─── INPUT RECORDS ───

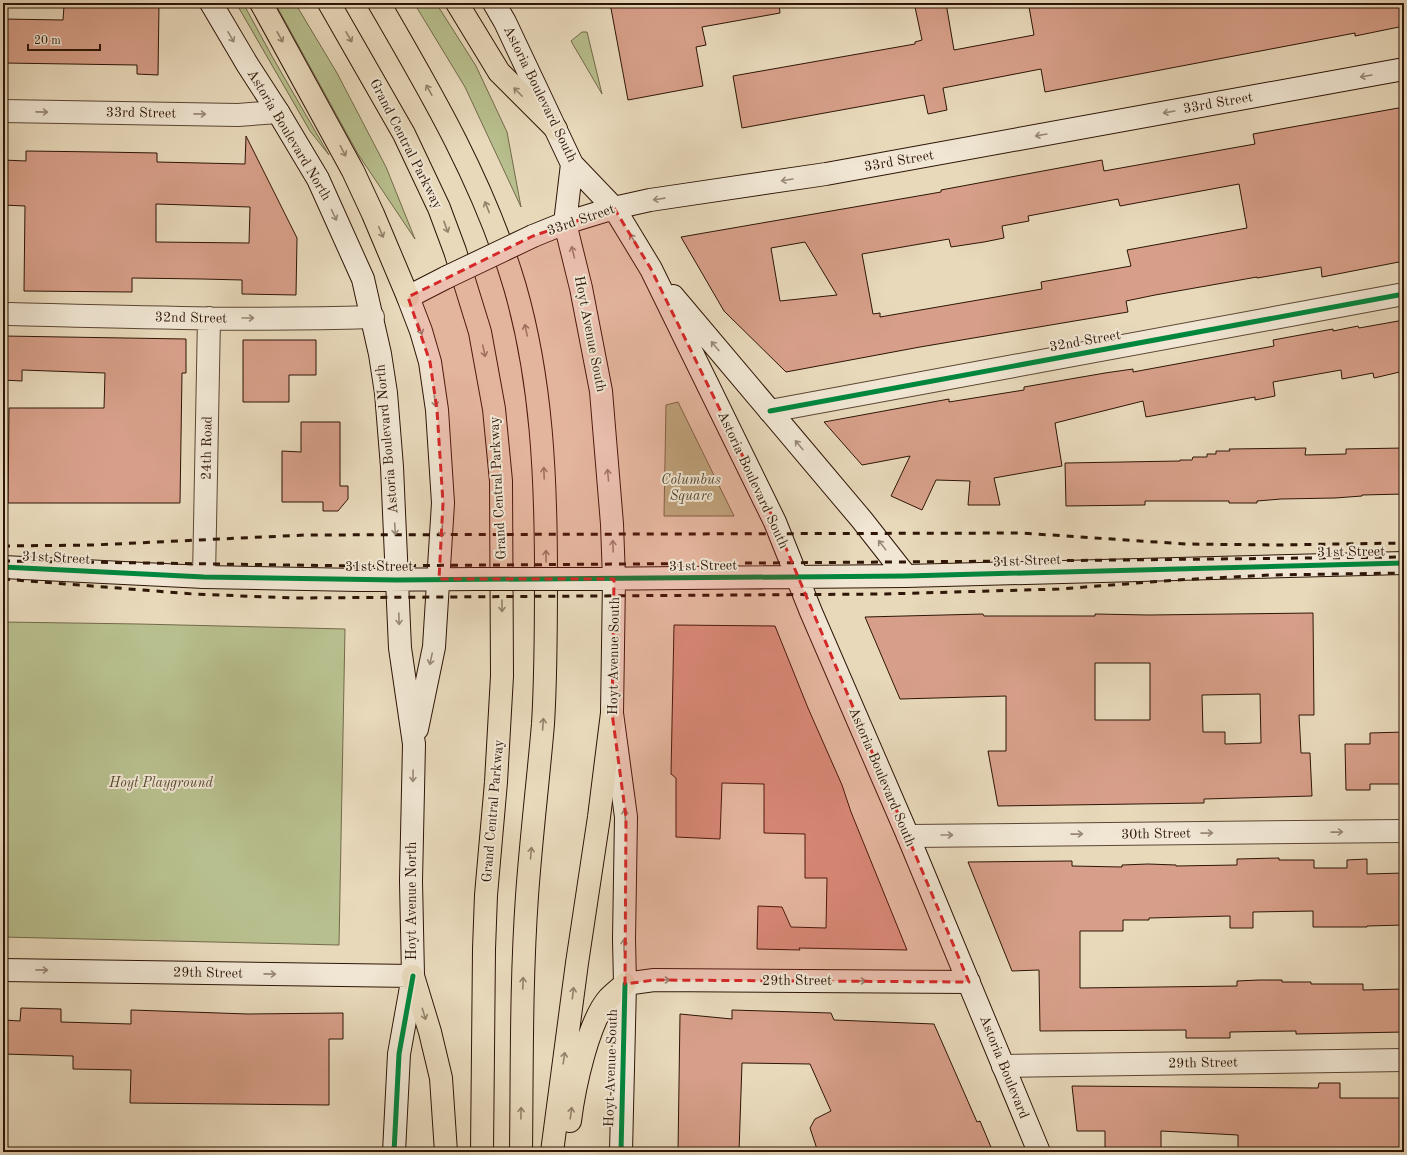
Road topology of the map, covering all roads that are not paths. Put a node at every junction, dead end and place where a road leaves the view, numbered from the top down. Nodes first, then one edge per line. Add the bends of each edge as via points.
1 (211, 3) edge
2 (261, 3) edge
3 (329, 3) edge
4 (379, 3) edge
5 (457, 3) edge
6 (494, 3) edge
7 (1404, 69) edge
8 (3, 111) edge
9 (278, 112) junction
10 (556, 129) junction
11 (572, 164) junction
12 (614, 208) junction
13 (565, 223) junction
14 (651, 270) junction
15 (1404, 294) edge
16 (408, 297) junction
17 (10, 314) dead end
18 (373, 317) junction
19 (209, 318) junction
20 (770, 411) junction
21 (1404, 563) edge
22 (3, 567) edge
23 (906, 576) junction
24 (204, 577) junction
25 (797, 577) junction
26 (439, 579) junction
27 (614, 579) junction
28 (397, 580) junction
29 (612, 713) junction
30 (414, 744) junction
31 (1404, 831) edge
32 (908, 836) junction
33 (3, 970) edge
34 (413, 976) junction
35 (969, 982) junction
36 (625, 984) junction
37 (1404, 1060) edge
38 (1003, 1066) junction
39 (394, 1152) edge
40 (446, 1152) edge
41 (482, 1152) edge
42 (521, 1152) edge
43 (552, 1152) edge
44 (566, 1152) edge
45 (621, 1152) edge
46 (1038, 1152) edge

1 -> 9 main road, Astoria Boulevard North
2 -> 16 highway via 353,171
3 -> 41 highway, Grand Central Parkway via 404,134 440,208 480,332 494,409 501,481 502,676 486,894
42 -> 4 highway via 522,1016 527,897 540,762 546,651 546,512 540,420 526,330 497,233 479,187 457,142
10 -> 5 highway via 499,72
6 - 10 main road, Astoria Boulevard South
7 -> 12 main road, 33rd Street via 826,174 650,200
8 -> 9 main road, 33rd Street via 238,115
9 -> 18 main road, Astoria Boulevard North via 318,179 363,279
10 - 11 main road, Astoria Boulevard South
11 - 12 main road, Astoria Boulevard South
11 - 13 main road, Hoyt Avenue South
12 - 13 main road, 33rd Street
14 -> 12 main road, Astoria Boulevard South
13 - 16 main road, 33rd Street, bridge
27 -> 13 main road, Hoyt Avenue South via 612,514 601,391 580,280
20 -> 14 main road
14 - 25 main road, Astoria Boulevard South via 775,522
15 - 20 main road, 32nd Street
16 -> 26 main road via 430,362 437,410 443,503
17 - 19 main road, 32nd Street
19 -> 18 main road, 32nd Street
18 -> 28 main road, Astoria Boulevard North via 390,430
19 - 24 main road, 24th Road
23 -> 20 main road
21 - 23 main road, 31st Street
22 - 24 main road, 31st Street
23 - 25 main road, 31st Street
24 - 28 main road, 31st Street
25 - 27 main road, 31st Street
25 - 32 main road, Astoria Boulevard South
26 - 27 main road, 31st Street, bridge
26 - 28 main road, 31st Street
26 -> 30 main road, Hoyt Avenue North via 434,647
27 - 29 main road, Hoyt Avenue South
28 -> 30 main road, Hoyt Avenue North via 400,648
36 -> 29 main road, Hoyt Avenue South via 626,817
43 -> 29 highway
30 -> 34 main road, Hoyt Avenue North via 411,882
32 -> 31 main road, 30th Street
32 - 35 main road, Astoria Boulevard South
33 -> 34 main road, 29th Street
34 - 39 main road, Hoyt Avenue North via 399,1054
34 -> 40 highway via 430,1032 440,1078
36 -> 35 main road, 29th Street via 654,980
35 - 38 main road, Astoria Boulevard
44 -> 36 highway via 573,1100 593,1026 609,998
36 - 45 main road, Hoyt Avenue South
37 - 38 main road, 29th Street
38 - 46 main road, Astoria Boulevard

───

● WHAT YOU NEED TO DO: Make an exact copy of the records above, one that has none of the pictures.

● EXPECTED ANSWER:
Road topology of the map, covering all roads that are not paths. Put a node at every junction, dead end and place where a road leaves the view, numbered from the top down. Nodes first, then one edge per line. Add the bends of each edge as via points.
1 (211, 3) edge
2 (261, 3) edge
3 (329, 3) edge
4 (379, 3) edge
5 (457, 3) edge
6 (494, 3) edge
7 (1404, 69) edge
8 (3, 111) edge
9 (278, 112) junction
10 (556, 129) junction
11 (572, 164) junction
12 (614, 208) junction
13 (565, 223) junction
14 (651, 270) junction
15 (1404, 294) edge
16 (408, 297) junction
17 (10, 314) dead end
18 (373, 317) junction
19 (209, 318) junction
20 (770, 411) junction
21 (1404, 563) edge
22 (3, 567) edge
23 (906, 576) junction
24 (204, 577) junction
25 (797, 577) junction
26 (439, 579) junction
27 (614, 579) junction
28 (397, 580) junction
29 (612, 713) junction
30 (414, 744) junction
31 (1404, 831) edge
32 (908, 836) junction
33 (3, 970) edge
34 (413, 976) junction
35 (969, 982) junction
36 (625, 984) junction
37 (1404, 1060) edge
38 (1003, 1066) junction
39 (394, 1152) edge
40 (446, 1152) edge
41 (482, 1152) edge
42 (521, 1152) edge
43 (552, 1152) edge
44 (566, 1152) edge
45 (621, 1152) edge
46 (1038, 1152) edge

1 -> 9 main road, Astoria Boulevard North
2 -> 16 highway via 353,171
3 -> 41 highway, Grand Central Parkway via 404,134 440,208 480,332 494,409 501,481 502,676 486,894
42 -> 4 highway via 522,1016 527,897 540,762 546,651 546,512 540,420 526,330 497,233 479,187 457,142
10 -> 5 highway via 499,72
6 - 10 main road, Astoria Boulevard South
7 -> 12 main road, 33rd Street via 826,174 650,200
8 -> 9 main road, 33rd Street via 238,115
9 -> 18 main road, Astoria Boulevard North via 318,179 363,279
10 - 11 main road, Astoria Boulevard South
11 - 12 main road, Astoria Boulevard South
11 - 13 main road, Hoyt Avenue South
12 - 13 main road, 33rd Street
14 -> 12 main road, Astoria Boulevard South
13 - 16 main road, 33rd Street, bridge
27 -> 13 main road, Hoyt Avenue South via 612,514 601,391 580,280
20 -> 14 main road
14 - 25 main road, Astoria Boulevard South via 775,522
15 - 20 main road, 32nd Street
16 -> 26 main road via 430,362 437,410 443,503
17 - 19 main road, 32nd Street
19 -> 18 main road, 32nd Street
18 -> 28 main road, Astoria Boulevard North via 390,430
19 - 24 main road, 24th Road
23 -> 20 main road
21 - 23 main road, 31st Street
22 - 24 main road, 31st Street
23 - 25 main road, 31st Street
24 - 28 main road, 31st Street
25 - 27 main road, 31st Street
25 - 32 main road, Astoria Boulevard South
26 - 27 main road, 31st Street, bridge
26 - 28 main road, 31st Street
26 -> 30 main road, Hoyt Avenue North via 434,647
27 - 29 main road, Hoyt Avenue South
28 -> 30 main road, Hoyt Avenue North via 400,648
36 -> 29 main road, Hoyt Avenue South via 626,817
43 -> 29 highway
30 -> 34 main road, Hoyt Avenue North via 411,882
32 -> 31 main road, 30th Street
32 - 35 main road, Astoria Boulevard South
33 -> 34 main road, 29th Street
34 - 39 main road, Hoyt Avenue North via 399,1054
34 -> 40 highway via 430,1032 440,1078
36 -> 35 main road, 29th Street via 654,980
35 - 38 main road, Astoria Boulevard
44 -> 36 highway via 573,1100 593,1026 609,998
36 - 45 main road, Hoyt Avenue South
37 - 38 main road, 29th Street
38 - 46 main road, Astoria Boulevard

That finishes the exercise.